A pessoa que mente muitas vezes o faz para alguém, e pode ser para alguém que também mente a si mesmo, por preferir a ilusão à verdade. São os pactos que são realizados de forma inconsciente entre os casais para manter a modalidade de relação; nas famílias, para ocultar fatos vergonhosos ou traumáticos; nas empresas, para garantir sua estabilidade; nas sociedades, para manter o status quo. São omissões, segredos, mitos.
O desprezo e a raiva à verdade emergem com força quando a desilusão ameaça o equilíbrio das relações. Se somos seres que mentem, quando as máscaras caem ficamos todos muito parecidos. Temos medo de ver refletido no espelho nossa cabeça de Medusa.
Por outro lado, são muitos os danos creditados às inverdades e omissões: os segredos familiares levam muitos membros à psicoterapia, e a desilusão pode ser semelhante a um luto que, quando não é suportado, traz a depressão em seu bojo; casais se mantêm em relações abusivas; empresas se tornam corruptas; as sociedades são levadas à opções por projetos políticos desastrosos.
Talvez o maior dano seja aquele provocado por quem se espera proteção. Após uma experiência potencialmente traumatizante, o suposto protetor desmente o fato, ou desqualifica o sofrimento. Não, não aconteceu a sedução, o estupro, o assédio, a violência física, o abuso de autoridade, a postura racista, o genocídio. Na condição de extrema vulnerabilidade, as pessoas têm que escolher se acreditam em suas próprias percepções, ameaçando o vínculo de proteção, ou se põem em dúvida suas experiências e criam uma cripta dentro de si mesmos, de forma a manter o vínculo. Pior ainda quando são ameaçadas se insistirem em manter a sua versão dos fatos.
Bion, psicanalista britânico, dizia que a verdade é o alimento para nosso psiquismo. Temos aversão à verdade. Temos medo dela, e em muitos casos não somos capazes de suportá-la. Por isso, nos alerta: a verdade, sem compaixão, é crueldade.
Mas, será que podemos viver sem mentiras, sem ilusões?
Não posso deixar de comentar que há um tanto de mentira nas ilusões que nos acalantam, no brincar da criança, na literatura, cinema, teatro, nas artes em geral, e, segundo Freud, nas religiões.
Quando nós sabemos que é “de mentirinha”, fazemos uma concessão, a mesma que fazemos com nossos devaneios. Há uma importante função de nos auxiliar a representar a realidade e aumentar a nossa capacidade de lidar com ela. É o que nos permite, por aproximação, dizer o indizível, representar o irrepresentável.
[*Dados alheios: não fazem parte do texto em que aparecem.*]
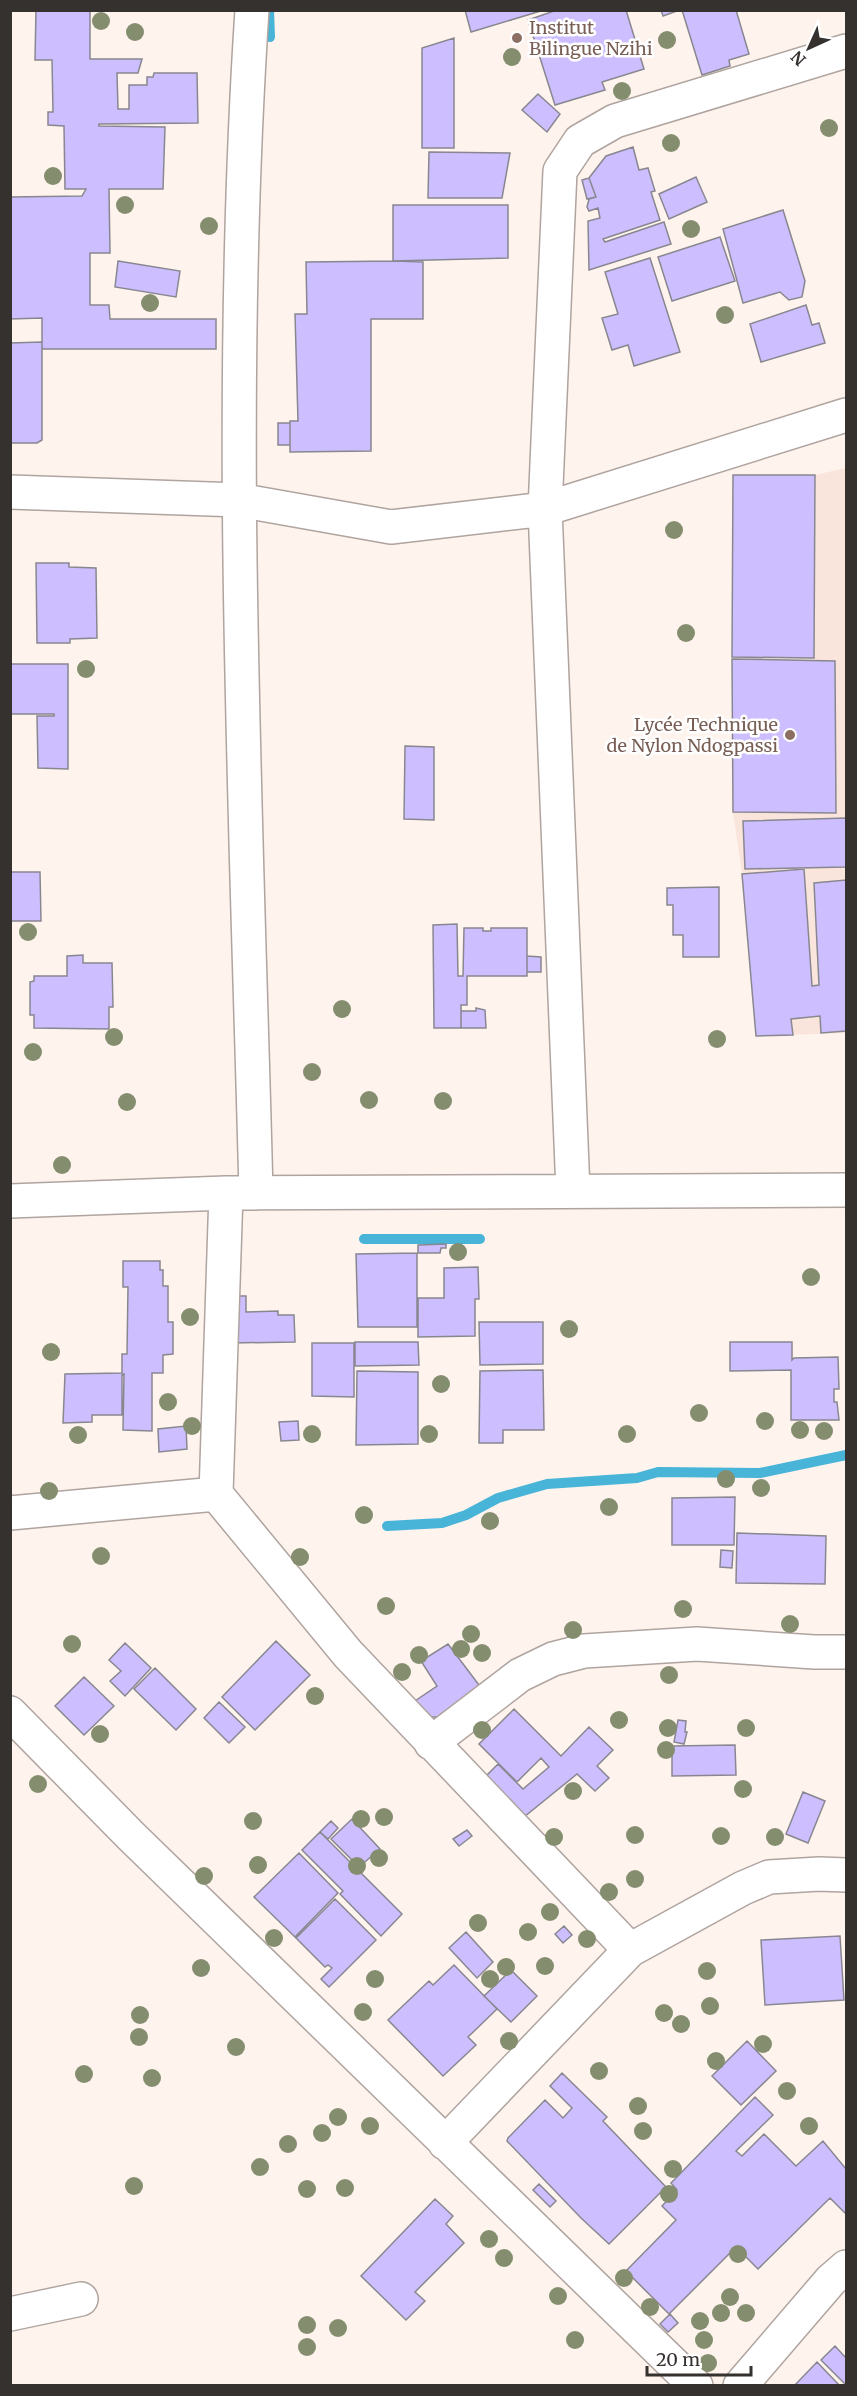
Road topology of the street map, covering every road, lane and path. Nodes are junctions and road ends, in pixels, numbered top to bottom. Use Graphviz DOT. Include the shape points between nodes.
graph roads {
  1 [pos="252,10"];
  2 [pos="846,51"];
  3 [pos="846,415"];
  4 [pos="10,492"];
  5 [pos="239,500"];
  6 [pos="545,510"];
  7 [pos="846,1190"];
  8 [pos="573,1191"];
  9 [pos="241,1193"];
  10 [pos="10,1202"];
  11 [pos="216,1494"];
  12 [pos="10,1513"];
  13 [pos="846,1652"];
  14 [pos="10,1713"];
  15 [pos="431,1743"];
  16 [pos="846,1875"];
  17 [pos="630,1950"];
  18 [pos="445,2144"];
  19 [pos="846,2266"];
  20 [pos="81,2299"];
  21 [pos="10,2314"];
  22 [pos="696,2385"];
  23 [pos="740,2385"];
  1 -- 5 [label="street" via="245,124"];
  2 -- 6 [label="street" via="615,121 580,141 560,171"];
  3 -- 6 [label="street"];
  4 -- 5 [label="street"];
  5 -- 6 [label="street" via="391,527"];
  5 -- 9 [label="street"];
  6 -- 8 [label="street"];
  7 -- 8 [label="street"];
  8 -- 9 [label="street"];
  9 -- 10 [label="street"];
  9 -- 11 [label="street"];
  11 -- 12 [label="street"];
  11 -- 15 [label="street" via="348,1654"];
  13 -- 15 [label="street" via="698,1644 584,1651 554,1659 520,1675"];
  14 -- 18 [label="street"];
  15 -- 17 [label="street"];
  16 -- 17 [label="street" via="769,1877"];
  17 -- 18 [label="street"];
  18 -- 22 [label="street"];
  19 -- 23 [label="street"];
  20 -- 21 [label="street"];
}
Fico um pouco desconcertada ao me dar conta de que o que expus neste artigo se mostrou como pouco orientador e pouco preciso. Intuímos que há diferenças na intencionalidade daquele que mente. Um psicopata que mente, sem nenhuma consideração pelos outros, não é como uma mãe que diz ao filho pequeno que a dor vai passar com o seu beijo. A intenção não é a mesma, mas ambos mentem, favorecem a ilusão.
A mentira também poderia ser avaliada pelo dano que causa: o beijo da mãe pode ter efeito placebo e, por sugestão, reduzir a dor. A criança terá, quando for capaz disso, e ajudada por sua mãe, que ir se desiludindo com a imagem idealizada que fez de sua mãe, e reconhecer seus limites.
A mentira diante da CPI pode ser punida com a perda da liberdade; ela provoca um dano social por haver um contrato social que assim o define. A mentira sobre comer pernilongo, não. Mas isso não é uma regra. Em algumas famílias, a criança poderia ser punida por ter quebrado uma regra de relação importante.
Assim, para compreendermos a mentira, a ilusão e seus efeitos, devemos nos adentrar em um campo complexo de desenvolvimento e maturidade emocional, de tolerância à dor psíquica, de pactos intersubjetivos e sociais, de desenvolvimento moral, de criação da cultura, de regras, de tabus e de leis. Espero não tê-los iludido com minha proposição de me dedicar a este tema, confessando que foi apenas uma aproximação.